Justinian Marina - Elected Patriarch of The Romanian Orthodox Church

Elected Patriarch of The Romanian Orthodox Church

The Great Ecclesiastical Electoral College, meeting in Bucharest on May 24, 1948, elected Justinian Marina Archbishop of Bucharest, Metropolitan of Ungro-Vlachia, Patriarch of All Romania. A statement of the Synod said that he had "shown himself worthy through his devotion to Orthodoxy, through his tireless ministry work until now, through a fruitful labour on behalf of the people and the Church, through a rather well-known parental tenderness, showing through the fulfillment of all the tasks and duties which he was assigned an unflappable obedience toward the Holy Synod and the laws of the country".

On June 6, 1948, at the investiture ceremony in the hall of the Palace of the Parliament and the installation ceremony in St. Spiridon the New Church, Bucharest, Patriarch Justinian presented the agenda of his patriarchate. Among his objectives were: to prepare the clergy in the spirit of Orthodoxy and of the demands of the times; to restore Romanian monasticism; to reorganise theological education; to reunite the Church by returning the Greek-Catholics to Orthodoxy (their ancestors having left it in the Union of 1700); to strengthen brotherly relations with all Orthodox churches; to promote ecumenical relations with other Christian churches, etc.

In response to Patriarch Justinian's call to Greek-Catholic believers, on October 1, 1948, 37 Greek-Catholic priests and archpriests assembled in a gymnasium in Cluj to sign a declaration that they would convert to the Romanian Orthodox Church, as they no longer wished to receive orders from "imperialist Rome". Two days later, their emissaries presented themselves at Bucharest under police escort before the Holy Synod, asking to be received into Orthodoxy.

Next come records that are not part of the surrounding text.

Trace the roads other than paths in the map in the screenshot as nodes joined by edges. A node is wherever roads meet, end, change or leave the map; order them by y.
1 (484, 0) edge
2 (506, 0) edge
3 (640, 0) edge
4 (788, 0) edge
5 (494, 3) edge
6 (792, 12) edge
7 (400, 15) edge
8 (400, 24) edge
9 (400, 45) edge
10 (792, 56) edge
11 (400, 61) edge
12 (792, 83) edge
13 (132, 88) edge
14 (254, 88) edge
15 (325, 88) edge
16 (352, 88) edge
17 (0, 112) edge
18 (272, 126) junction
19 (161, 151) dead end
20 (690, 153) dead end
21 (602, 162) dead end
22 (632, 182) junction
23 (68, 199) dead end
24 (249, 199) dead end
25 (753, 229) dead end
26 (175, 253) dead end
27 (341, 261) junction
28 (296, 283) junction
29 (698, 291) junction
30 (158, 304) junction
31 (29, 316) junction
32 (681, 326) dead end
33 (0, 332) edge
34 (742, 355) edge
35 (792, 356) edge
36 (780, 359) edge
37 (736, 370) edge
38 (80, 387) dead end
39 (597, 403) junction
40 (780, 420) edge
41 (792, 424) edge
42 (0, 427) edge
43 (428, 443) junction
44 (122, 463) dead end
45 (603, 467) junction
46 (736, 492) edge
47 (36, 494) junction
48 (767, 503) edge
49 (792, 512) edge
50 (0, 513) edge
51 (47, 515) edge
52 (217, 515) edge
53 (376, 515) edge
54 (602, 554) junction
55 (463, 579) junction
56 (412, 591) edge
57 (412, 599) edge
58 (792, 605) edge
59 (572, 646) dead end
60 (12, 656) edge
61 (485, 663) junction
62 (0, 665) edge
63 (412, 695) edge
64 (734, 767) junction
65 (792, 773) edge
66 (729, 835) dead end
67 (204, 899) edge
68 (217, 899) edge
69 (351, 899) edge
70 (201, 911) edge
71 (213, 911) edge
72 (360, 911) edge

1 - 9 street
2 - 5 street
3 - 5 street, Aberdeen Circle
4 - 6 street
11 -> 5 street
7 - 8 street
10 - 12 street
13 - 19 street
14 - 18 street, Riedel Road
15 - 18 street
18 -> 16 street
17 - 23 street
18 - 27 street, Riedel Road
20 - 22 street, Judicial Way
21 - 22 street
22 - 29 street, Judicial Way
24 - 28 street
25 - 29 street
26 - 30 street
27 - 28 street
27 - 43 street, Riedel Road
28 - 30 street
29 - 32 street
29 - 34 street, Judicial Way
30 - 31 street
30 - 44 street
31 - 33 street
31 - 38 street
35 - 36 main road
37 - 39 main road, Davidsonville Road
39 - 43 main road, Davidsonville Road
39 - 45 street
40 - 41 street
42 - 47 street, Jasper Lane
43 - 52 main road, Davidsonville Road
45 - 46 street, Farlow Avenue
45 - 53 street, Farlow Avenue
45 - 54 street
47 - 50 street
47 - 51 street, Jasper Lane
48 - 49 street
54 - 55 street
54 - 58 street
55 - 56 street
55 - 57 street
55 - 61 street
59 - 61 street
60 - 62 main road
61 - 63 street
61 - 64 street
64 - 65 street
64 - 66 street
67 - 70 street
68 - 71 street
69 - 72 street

Prior to that, they had been laicized by their superior, Bishop Iuliu Hossu.

On October 21, 1948, a large popular assembly took place at Alba Iulia, organised by the Interior Ministry. 20,000 Greek-Catholic clergy (including those who had signed the declaration at Cluj) and laity from across Transylvania participated; they were solemnly received into the Romanian Orthodox Church.